--- EXTRACTED MATERIAL Enclosed Below ---
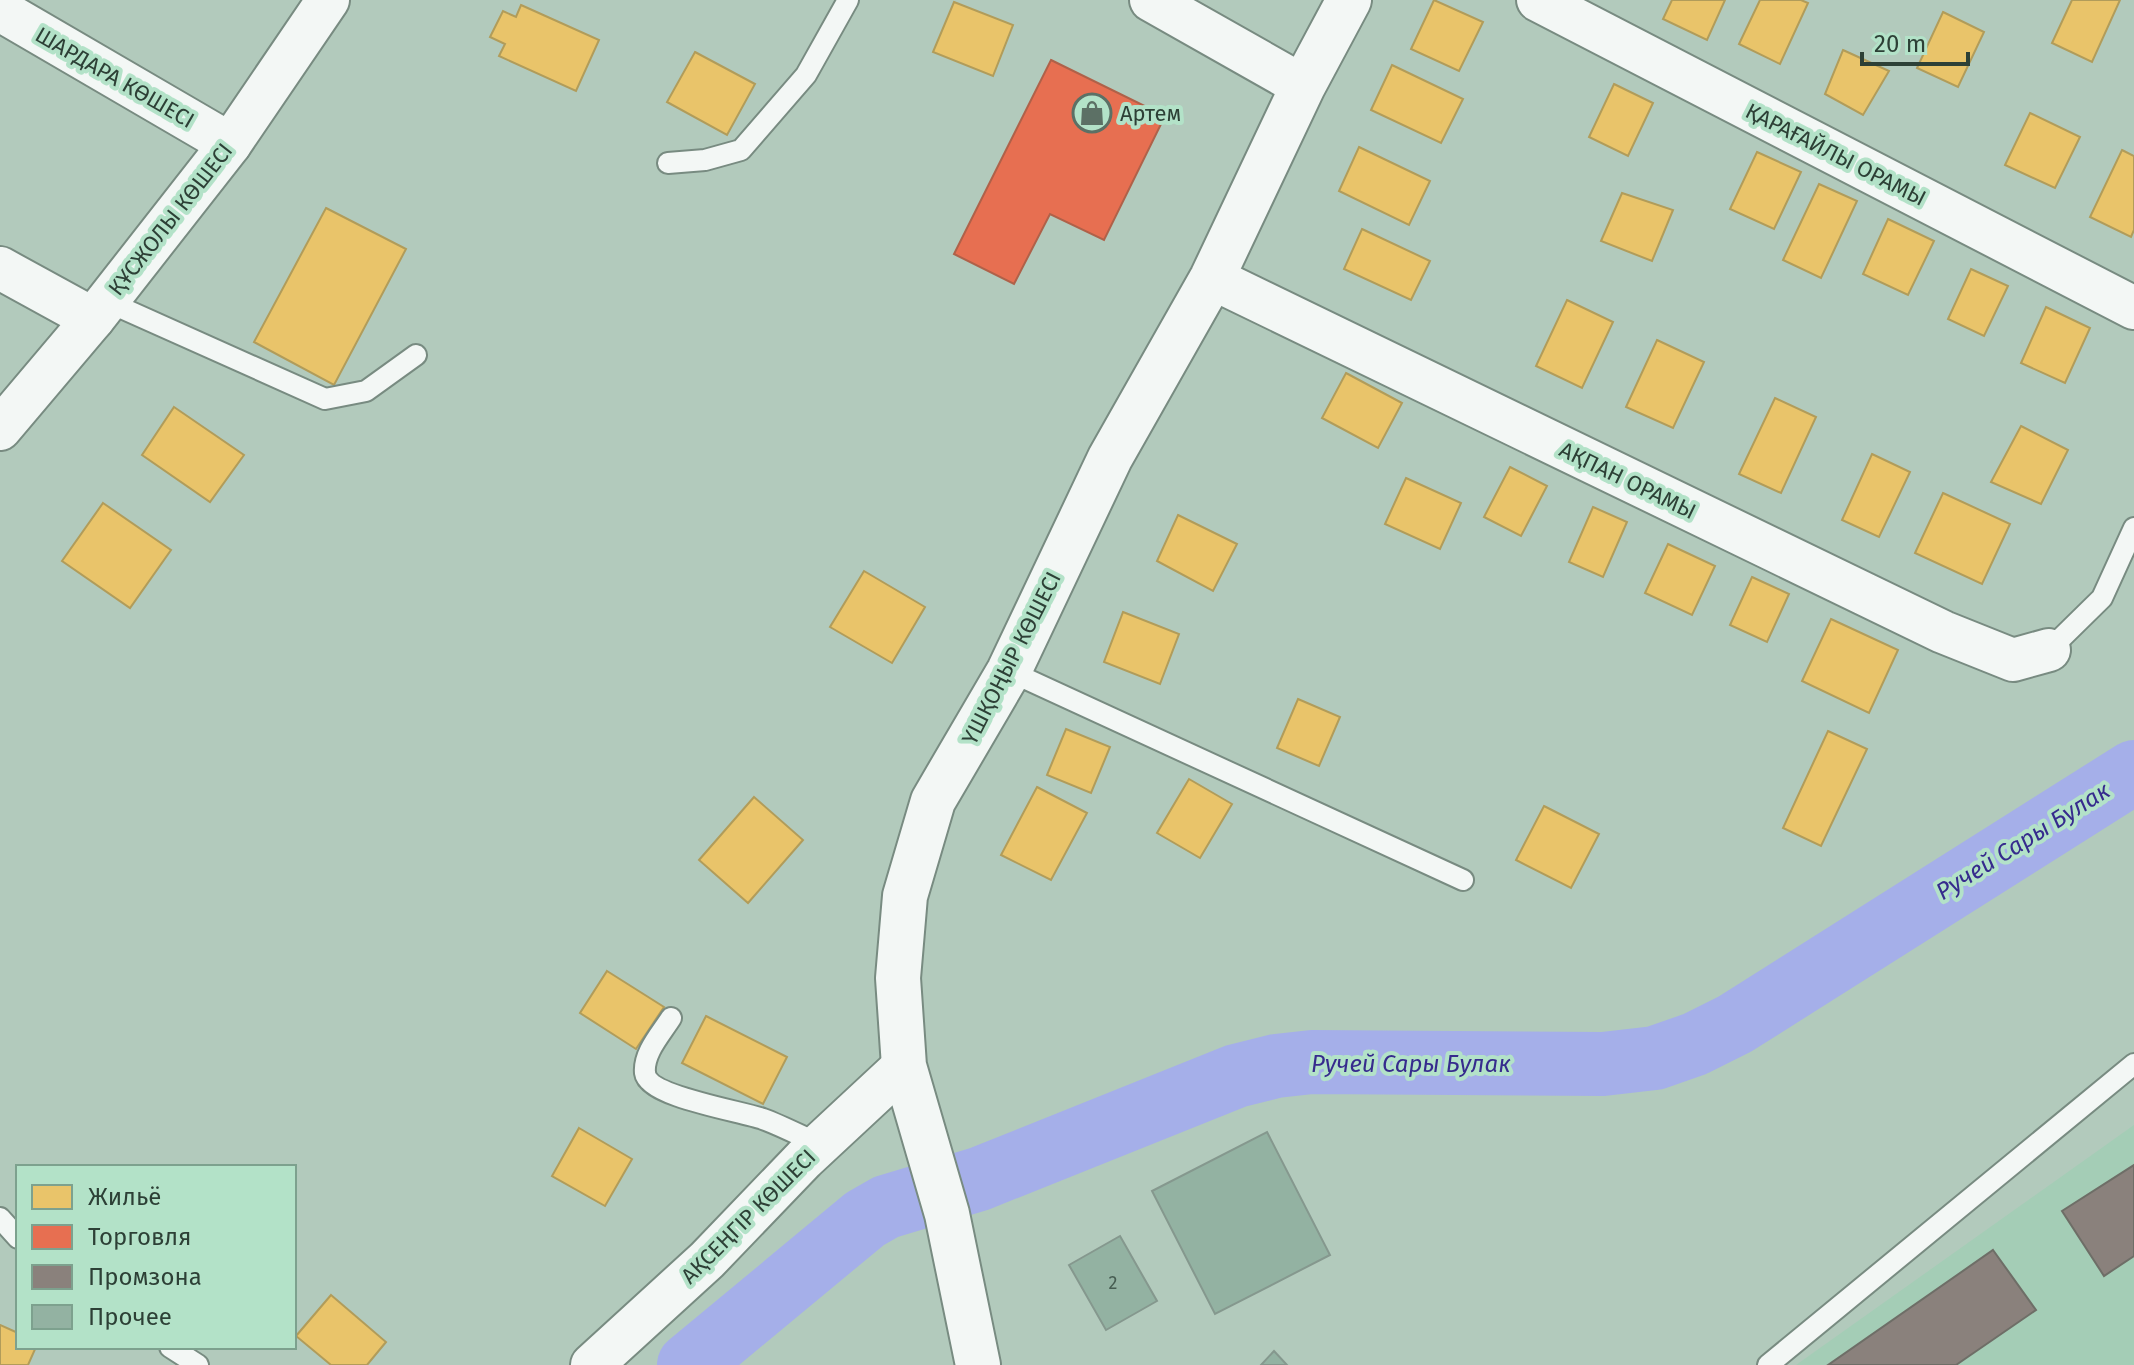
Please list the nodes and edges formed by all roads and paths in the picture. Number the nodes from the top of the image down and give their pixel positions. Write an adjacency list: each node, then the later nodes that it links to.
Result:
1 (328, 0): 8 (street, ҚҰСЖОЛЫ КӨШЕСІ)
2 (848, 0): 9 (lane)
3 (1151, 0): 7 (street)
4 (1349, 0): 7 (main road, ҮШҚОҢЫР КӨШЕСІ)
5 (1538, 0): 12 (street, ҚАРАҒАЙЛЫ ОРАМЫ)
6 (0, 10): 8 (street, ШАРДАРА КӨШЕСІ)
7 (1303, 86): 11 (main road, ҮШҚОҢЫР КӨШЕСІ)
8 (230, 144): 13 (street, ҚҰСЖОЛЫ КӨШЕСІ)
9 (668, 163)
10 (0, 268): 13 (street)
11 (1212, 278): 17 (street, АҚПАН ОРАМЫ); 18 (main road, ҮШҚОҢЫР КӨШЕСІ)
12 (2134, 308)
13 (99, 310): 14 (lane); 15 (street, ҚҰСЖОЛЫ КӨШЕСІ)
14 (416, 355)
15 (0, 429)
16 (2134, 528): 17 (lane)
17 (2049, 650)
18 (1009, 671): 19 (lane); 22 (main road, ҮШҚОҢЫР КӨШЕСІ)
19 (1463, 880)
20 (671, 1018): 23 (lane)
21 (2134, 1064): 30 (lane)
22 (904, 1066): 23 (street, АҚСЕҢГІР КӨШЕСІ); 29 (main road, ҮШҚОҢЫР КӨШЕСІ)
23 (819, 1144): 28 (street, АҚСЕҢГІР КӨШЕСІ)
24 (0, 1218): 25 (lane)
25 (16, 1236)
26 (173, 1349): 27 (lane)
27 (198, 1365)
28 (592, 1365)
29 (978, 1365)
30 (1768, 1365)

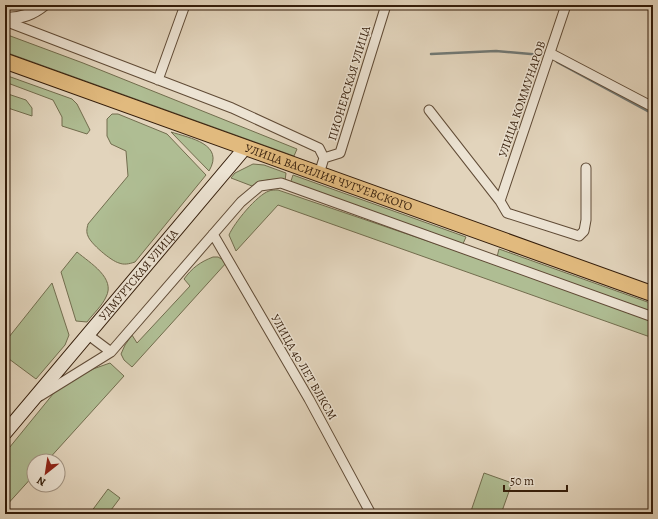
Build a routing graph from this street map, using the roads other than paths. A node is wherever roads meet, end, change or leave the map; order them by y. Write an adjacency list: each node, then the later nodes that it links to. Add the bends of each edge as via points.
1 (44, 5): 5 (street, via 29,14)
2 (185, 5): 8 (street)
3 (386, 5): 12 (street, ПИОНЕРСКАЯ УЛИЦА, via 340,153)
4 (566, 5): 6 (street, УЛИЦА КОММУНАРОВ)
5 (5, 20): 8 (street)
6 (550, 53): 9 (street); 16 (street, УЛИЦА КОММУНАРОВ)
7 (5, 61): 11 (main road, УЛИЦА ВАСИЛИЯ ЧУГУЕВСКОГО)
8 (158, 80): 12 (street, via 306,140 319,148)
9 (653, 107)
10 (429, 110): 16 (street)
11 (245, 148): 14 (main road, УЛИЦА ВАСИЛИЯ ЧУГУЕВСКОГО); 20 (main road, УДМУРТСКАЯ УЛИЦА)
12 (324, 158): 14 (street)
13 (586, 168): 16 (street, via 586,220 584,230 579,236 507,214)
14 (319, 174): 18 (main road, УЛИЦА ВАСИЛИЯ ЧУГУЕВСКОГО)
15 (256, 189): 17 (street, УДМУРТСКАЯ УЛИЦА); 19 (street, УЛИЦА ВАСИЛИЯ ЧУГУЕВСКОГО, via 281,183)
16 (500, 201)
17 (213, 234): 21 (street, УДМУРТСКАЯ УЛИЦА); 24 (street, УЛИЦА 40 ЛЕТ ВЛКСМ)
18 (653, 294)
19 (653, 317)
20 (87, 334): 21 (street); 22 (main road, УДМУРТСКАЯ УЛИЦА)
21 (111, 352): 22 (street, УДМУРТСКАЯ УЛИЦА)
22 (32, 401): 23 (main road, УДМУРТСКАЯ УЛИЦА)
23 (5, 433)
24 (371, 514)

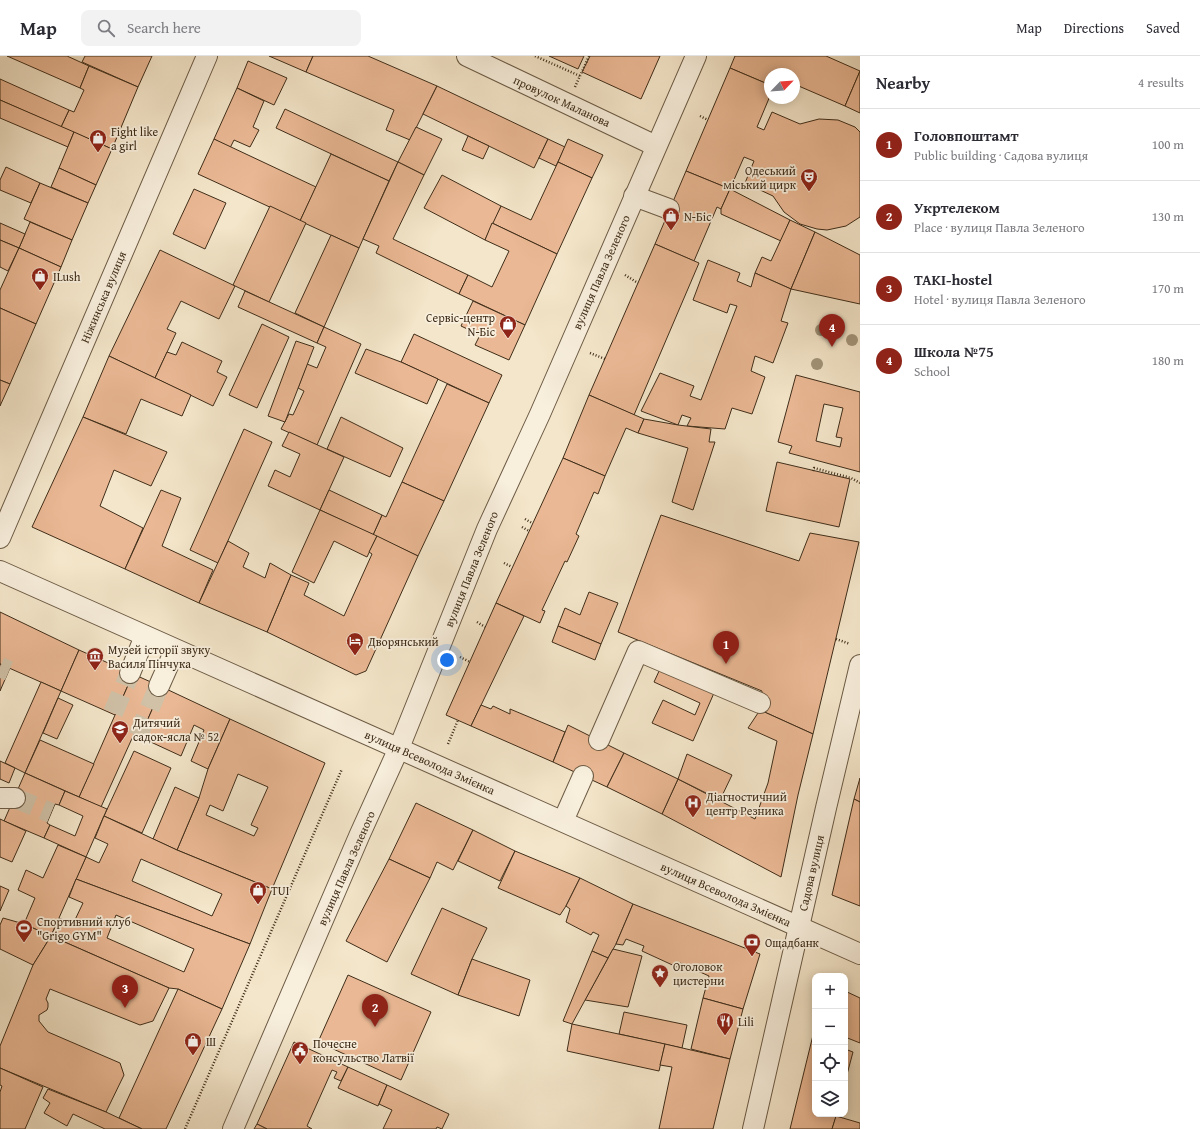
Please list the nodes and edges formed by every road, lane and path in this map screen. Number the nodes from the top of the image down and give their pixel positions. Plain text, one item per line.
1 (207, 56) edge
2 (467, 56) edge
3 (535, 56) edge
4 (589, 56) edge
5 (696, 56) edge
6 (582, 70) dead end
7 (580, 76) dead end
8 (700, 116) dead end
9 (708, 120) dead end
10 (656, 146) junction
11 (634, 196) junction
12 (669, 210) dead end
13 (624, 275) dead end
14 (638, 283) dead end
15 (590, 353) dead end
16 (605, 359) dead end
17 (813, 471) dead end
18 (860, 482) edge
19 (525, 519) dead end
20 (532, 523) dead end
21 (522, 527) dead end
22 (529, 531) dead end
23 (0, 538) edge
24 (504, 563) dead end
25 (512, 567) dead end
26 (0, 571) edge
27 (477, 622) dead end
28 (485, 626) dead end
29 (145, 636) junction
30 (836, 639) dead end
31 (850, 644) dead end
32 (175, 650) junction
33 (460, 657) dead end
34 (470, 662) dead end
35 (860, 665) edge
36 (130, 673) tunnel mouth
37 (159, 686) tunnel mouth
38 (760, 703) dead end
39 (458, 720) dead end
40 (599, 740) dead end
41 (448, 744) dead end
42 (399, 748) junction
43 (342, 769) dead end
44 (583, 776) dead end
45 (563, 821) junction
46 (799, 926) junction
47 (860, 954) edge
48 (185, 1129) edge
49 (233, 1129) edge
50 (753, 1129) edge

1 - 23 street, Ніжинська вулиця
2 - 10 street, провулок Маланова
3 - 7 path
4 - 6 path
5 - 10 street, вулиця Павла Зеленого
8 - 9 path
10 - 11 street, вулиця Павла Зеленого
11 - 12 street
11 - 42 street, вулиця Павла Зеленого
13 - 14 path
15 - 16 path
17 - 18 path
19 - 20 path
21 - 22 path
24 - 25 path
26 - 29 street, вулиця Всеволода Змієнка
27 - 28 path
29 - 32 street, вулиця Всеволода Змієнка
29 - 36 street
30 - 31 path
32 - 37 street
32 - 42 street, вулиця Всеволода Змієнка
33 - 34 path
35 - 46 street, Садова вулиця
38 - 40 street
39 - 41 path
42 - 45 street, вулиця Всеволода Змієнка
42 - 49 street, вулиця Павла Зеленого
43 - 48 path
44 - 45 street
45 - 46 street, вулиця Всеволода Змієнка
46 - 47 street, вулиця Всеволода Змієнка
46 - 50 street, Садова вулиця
--- End of Enclosed EXTRACTED MATERIAL ---
PROBLEM STATEMENT:
Repeat all the records exactly, images excluded.

WRITTEN ANSWER:
Please list the nodes and edges formed by all roads and paths in the picture. Number the nodes from the top of the image down and give their pixel positions. Write an adjacency list: each node, then the later nodes that it links to.
Result:
1 (328, 0): 8 (street, ҚҰСЖОЛЫ КӨШЕСІ)
2 (848, 0): 9 (lane)
3 (1151, 0): 7 (street)
4 (1349, 0): 7 (main road, ҮШҚОҢЫР КӨШЕСІ)
5 (1538, 0): 12 (street, ҚАРАҒАЙЛЫ ОРАМЫ)
6 (0, 10): 8 (street, ШАРДАРА КӨШЕСІ)
7 (1303, 86): 11 (main road, ҮШҚОҢЫР КӨШЕСІ)
8 (230, 144): 13 (street, ҚҰСЖОЛЫ КӨШЕСІ)
9 (668, 163)
10 (0, 268): 13 (street)
11 (1212, 278): 17 (street, АҚПАН ОРАМЫ); 18 (main road, ҮШҚОҢЫР КӨШЕСІ)
12 (2134, 308)
13 (99, 310): 14 (lane); 15 (street, ҚҰСЖОЛЫ КӨШЕСІ)
14 (416, 355)
15 (0, 429)
16 (2134, 528): 17 (lane)
17 (2049, 650)
18 (1009, 671): 19 (lane); 22 (main road, ҮШҚОҢЫР КӨШЕСІ)
19 (1463, 880)
20 (671, 1018): 23 (lane)
21 (2134, 1064): 30 (lane)
22 (904, 1066): 23 (street, АҚСЕҢГІР КӨШЕСІ); 29 (main road, ҮШҚОҢЫР КӨШЕСІ)
23 (819, 1144): 28 (street, АҚСЕҢГІР КӨШЕСІ)
24 (0, 1218): 25 (lane)
25 (16, 1236)
26 (173, 1349): 27 (lane)
27 (198, 1365)
28 (592, 1365)
29 (978, 1365)
30 (1768, 1365)

Build a routing graph from this street map, using the roads other than paths. A node is wherever roads meet, end, change or leave the map; order them by y. Write an adjacency list: each node, then the later nodes that it links to. Add the bends of each edge as via points.
1 (44, 5): 5 (street, via 29,14)
2 (185, 5): 8 (street)
3 (386, 5): 12 (street, ПИОНЕРСКАЯ УЛИЦА, via 340,153)
4 (566, 5): 6 (street, УЛИЦА КОММУНАРОВ)
5 (5, 20): 8 (street)
6 (550, 53): 9 (street); 16 (street, УЛИЦА КОММУНАРОВ)
7 (5, 61): 11 (main road, УЛИЦА ВАСИЛИЯ ЧУГУЕВСКОГО)
8 (158, 80): 12 (street, via 306,140 319,148)
9 (653, 107)
10 (429, 110): 16 (street)
11 (245, 148): 14 (main road, УЛИЦА ВАСИЛИЯ ЧУГУЕВСКОГО); 20 (main road, УДМУРТСКАЯ УЛИЦА)
12 (324, 158): 14 (street)
13 (586, 168): 16 (street, via 586,220 584,230 579,236 507,214)
14 (319, 174): 18 (main road, УЛИЦА ВАСИЛИЯ ЧУГУЕВСКОГО)
15 (256, 189): 17 (street, УДМУРТСКАЯ УЛИЦА); 19 (street, УЛИЦА ВАСИЛИЯ ЧУГУЕВСКОГО, via 281,183)
16 (500, 201)
17 (213, 234): 21 (street, УДМУРТСКАЯ УЛИЦА); 24 (street, УЛИЦА 40 ЛЕТ ВЛКСМ)
18 (653, 294)
19 (653, 317)
20 (87, 334): 21 (street); 22 (main road, УДМУРТСКАЯ УЛИЦА)
21 (111, 352): 22 (street, УДМУРТСКАЯ УЛИЦА)
22 (32, 401): 23 (main road, УДМУРТСКАЯ УЛИЦА)
23 (5, 433)
24 (371, 514)

Please list the nodes and edges formed by every road, lane and path in this map screen. Number the nodes from the top of the image down and give their pixel positions. Plain text, one item per line.
1 (207, 56) edge
2 (467, 56) edge
3 (535, 56) edge
4 (589, 56) edge
5 (696, 56) edge
6 (582, 70) dead end
7 (580, 76) dead end
8 (700, 116) dead end
9 (708, 120) dead end
10 (656, 146) junction
11 (634, 196) junction
12 (669, 210) dead end
13 (624, 275) dead end
14 (638, 283) dead end
15 (590, 353) dead end
16 (605, 359) dead end
17 (813, 471) dead end
18 (860, 482) edge
19 (525, 519) dead end
20 (532, 523) dead end
21 (522, 527) dead end
22 (529, 531) dead end
23 (0, 538) edge
24 (504, 563) dead end
25 (512, 567) dead end
26 (0, 571) edge
27 (477, 622) dead end
28 (485, 626) dead end
29 (145, 636) junction
30 (836, 639) dead end
31 (850, 644) dead end
32 (175, 650) junction
33 (460, 657) dead end
34 (470, 662) dead end
35 (860, 665) edge
36 (130, 673) tunnel mouth
37 (159, 686) tunnel mouth
38 (760, 703) dead end
39 (458, 720) dead end
40 (599, 740) dead end
41 (448, 744) dead end
42 (399, 748) junction
43 (342, 769) dead end
44 (583, 776) dead end
45 (563, 821) junction
46 (799, 926) junction
47 (860, 954) edge
48 (185, 1129) edge
49 (233, 1129) edge
50 (753, 1129) edge

1 - 23 street, Ніжинська вулиця
2 - 10 street, провулок Маланова
3 - 7 path
4 - 6 path
5 - 10 street, вулиця Павла Зеленого
8 - 9 path
10 - 11 street, вулиця Павла Зеленого
11 - 12 street
11 - 42 street, вулиця Павла Зеленого
13 - 14 path
15 - 16 path
17 - 18 path
19 - 20 path
21 - 22 path
24 - 25 path
26 - 29 street, вулиця Всеволода Змієнка
27 - 28 path
29 - 32 street, вулиця Всеволода Змієнка
29 - 36 street
30 - 31 path
32 - 37 street
32 - 42 street, вулиця Всеволода Змієнка
33 - 34 path
35 - 46 street, Садова вулиця
38 - 40 street
39 - 41 path
42 - 45 street, вулиця Всеволода Змієнка
42 - 49 street, вулиця Павла Зеленого
43 - 48 path
44 - 45 street
45 - 46 street, вулиця Всеволода Змієнка
46 - 47 street, вулиця Всеволода Змієнка
46 - 50 street, Садова вулиця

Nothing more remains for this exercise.